### TASK GOAL
The lines to be copied are those below that contain "view".

[[ MATERIALS PROVIDED open ]]

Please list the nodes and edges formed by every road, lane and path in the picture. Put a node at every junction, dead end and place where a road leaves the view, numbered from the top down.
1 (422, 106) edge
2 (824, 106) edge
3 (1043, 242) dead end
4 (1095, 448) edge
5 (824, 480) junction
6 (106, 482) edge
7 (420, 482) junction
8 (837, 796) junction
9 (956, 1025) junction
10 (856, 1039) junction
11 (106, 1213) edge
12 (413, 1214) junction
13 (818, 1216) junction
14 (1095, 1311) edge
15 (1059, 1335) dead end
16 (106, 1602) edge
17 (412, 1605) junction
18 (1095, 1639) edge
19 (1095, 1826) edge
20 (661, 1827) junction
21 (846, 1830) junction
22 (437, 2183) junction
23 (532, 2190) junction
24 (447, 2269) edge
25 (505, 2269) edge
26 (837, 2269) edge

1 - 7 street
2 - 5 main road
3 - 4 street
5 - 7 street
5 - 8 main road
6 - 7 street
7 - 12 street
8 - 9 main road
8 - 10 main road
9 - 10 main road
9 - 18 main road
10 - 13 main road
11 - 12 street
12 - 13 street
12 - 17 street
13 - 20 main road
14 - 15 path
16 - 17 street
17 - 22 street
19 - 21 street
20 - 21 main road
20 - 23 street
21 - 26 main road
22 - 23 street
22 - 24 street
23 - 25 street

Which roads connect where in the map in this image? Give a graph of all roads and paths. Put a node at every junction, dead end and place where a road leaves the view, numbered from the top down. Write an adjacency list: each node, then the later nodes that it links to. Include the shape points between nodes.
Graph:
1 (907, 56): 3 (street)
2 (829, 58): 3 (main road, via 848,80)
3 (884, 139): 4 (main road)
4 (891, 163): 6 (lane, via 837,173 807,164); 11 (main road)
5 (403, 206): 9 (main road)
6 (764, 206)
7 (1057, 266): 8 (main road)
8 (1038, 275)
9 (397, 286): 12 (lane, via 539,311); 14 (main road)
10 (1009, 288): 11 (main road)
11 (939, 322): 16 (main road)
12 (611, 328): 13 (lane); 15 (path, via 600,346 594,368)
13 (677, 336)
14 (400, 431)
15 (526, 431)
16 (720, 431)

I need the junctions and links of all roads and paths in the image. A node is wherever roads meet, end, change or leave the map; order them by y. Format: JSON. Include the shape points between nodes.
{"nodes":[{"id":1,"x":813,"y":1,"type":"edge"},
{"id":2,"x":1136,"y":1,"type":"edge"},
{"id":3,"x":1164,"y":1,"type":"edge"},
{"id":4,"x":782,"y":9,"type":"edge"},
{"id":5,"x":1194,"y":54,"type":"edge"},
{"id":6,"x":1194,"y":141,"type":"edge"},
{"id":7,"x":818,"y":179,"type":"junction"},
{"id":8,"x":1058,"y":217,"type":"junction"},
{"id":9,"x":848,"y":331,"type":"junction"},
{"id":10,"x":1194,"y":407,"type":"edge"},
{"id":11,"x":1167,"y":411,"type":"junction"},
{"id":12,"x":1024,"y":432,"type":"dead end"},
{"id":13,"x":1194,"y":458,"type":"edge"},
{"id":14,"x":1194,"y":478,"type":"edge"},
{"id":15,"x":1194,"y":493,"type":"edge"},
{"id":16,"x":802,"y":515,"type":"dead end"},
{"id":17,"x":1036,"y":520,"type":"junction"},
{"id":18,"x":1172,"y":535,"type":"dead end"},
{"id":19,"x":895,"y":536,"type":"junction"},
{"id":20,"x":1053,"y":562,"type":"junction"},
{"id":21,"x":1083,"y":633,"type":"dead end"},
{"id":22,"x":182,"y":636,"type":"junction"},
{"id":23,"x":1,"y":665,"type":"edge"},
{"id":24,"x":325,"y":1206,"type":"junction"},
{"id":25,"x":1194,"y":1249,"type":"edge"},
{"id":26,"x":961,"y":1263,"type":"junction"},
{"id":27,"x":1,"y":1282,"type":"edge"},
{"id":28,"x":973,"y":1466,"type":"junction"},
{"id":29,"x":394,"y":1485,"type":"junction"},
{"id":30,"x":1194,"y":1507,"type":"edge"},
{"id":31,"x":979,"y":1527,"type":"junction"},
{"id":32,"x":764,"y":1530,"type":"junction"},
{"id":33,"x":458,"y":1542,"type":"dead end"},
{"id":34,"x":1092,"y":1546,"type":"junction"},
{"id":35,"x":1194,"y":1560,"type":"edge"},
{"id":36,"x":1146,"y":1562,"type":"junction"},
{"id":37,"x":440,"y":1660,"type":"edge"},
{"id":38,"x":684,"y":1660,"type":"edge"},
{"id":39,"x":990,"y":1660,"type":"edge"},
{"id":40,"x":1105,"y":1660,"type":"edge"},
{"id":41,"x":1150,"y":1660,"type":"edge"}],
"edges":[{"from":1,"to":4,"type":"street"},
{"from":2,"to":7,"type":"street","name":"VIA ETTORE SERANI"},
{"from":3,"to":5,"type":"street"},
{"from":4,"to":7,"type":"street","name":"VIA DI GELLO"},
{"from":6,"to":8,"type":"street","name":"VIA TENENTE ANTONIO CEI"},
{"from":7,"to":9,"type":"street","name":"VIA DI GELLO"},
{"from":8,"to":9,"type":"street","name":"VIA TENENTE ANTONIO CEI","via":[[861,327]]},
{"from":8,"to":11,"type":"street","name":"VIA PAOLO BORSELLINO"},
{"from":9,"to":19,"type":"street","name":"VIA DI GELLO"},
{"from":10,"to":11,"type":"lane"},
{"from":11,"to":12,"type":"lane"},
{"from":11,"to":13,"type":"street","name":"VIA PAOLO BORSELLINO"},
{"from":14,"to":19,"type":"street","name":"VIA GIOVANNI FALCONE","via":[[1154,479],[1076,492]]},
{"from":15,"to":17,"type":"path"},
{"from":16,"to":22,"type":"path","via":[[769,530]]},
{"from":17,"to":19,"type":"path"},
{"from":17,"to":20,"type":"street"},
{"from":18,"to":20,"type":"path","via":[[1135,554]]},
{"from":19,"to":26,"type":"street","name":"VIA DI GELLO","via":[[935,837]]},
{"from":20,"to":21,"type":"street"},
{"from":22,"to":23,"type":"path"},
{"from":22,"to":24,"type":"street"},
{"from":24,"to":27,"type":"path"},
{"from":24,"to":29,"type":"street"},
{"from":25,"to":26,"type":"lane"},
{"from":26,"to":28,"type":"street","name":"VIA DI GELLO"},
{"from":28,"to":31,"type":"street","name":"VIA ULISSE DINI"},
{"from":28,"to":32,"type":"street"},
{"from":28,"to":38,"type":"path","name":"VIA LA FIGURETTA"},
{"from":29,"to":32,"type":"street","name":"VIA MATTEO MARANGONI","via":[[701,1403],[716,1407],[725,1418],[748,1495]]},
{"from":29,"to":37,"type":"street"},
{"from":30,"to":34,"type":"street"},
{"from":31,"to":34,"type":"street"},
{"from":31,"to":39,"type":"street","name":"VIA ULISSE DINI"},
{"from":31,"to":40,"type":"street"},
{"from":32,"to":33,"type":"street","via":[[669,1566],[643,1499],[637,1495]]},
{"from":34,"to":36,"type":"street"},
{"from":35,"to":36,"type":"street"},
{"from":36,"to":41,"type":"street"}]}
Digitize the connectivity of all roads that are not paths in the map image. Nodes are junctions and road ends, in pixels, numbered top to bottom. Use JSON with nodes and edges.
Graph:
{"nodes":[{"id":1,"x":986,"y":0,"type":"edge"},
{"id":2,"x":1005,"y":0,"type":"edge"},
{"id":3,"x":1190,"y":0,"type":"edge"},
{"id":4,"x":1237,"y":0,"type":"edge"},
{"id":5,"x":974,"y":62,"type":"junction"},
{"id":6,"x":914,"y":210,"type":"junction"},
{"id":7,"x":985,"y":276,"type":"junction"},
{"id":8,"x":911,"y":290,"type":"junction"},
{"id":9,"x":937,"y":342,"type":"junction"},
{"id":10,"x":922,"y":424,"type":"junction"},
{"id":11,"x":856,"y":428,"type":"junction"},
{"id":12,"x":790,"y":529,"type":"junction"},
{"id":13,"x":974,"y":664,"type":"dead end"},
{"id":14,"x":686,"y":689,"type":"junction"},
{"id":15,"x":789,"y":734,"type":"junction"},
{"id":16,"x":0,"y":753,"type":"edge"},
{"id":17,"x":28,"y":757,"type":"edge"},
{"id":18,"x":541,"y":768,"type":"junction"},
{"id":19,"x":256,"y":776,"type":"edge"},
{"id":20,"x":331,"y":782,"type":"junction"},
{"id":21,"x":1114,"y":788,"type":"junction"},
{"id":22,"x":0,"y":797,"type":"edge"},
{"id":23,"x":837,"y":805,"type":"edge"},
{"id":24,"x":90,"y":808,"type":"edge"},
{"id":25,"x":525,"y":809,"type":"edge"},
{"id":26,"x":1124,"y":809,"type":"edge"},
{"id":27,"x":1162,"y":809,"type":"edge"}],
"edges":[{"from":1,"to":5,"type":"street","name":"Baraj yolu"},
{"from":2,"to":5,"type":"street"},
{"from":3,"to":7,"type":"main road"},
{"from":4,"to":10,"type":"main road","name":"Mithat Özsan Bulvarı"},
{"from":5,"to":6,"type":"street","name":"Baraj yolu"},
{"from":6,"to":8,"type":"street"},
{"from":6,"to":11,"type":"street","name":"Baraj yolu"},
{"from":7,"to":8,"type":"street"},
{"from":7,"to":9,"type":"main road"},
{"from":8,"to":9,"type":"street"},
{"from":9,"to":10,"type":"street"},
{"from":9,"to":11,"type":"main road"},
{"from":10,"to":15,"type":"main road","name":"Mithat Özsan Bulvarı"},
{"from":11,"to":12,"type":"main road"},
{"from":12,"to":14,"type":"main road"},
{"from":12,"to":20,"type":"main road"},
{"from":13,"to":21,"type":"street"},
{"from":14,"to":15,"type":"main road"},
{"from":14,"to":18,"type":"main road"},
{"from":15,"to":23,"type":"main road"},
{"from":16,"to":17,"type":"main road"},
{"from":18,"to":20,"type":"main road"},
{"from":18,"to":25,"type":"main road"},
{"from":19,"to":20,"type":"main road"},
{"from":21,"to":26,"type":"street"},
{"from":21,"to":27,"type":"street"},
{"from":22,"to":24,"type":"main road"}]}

[[ MATERIALS PROVIDED closed ]]

### RESPONSE BELOW
Please list the nodes and edges formed by every road, lane and path in the picture. Put a node at every junction, dead end and place where a road leaves the view, numbered from the top down.
Which roads connect where in the map in this image? Give a graph of all roads and paths. Put a node at every junction, dead end and place where a road leaves the view, numbered from the top down. Write an adjacency list: each node, then the later nodes that it links to. Include the shape points between nodes.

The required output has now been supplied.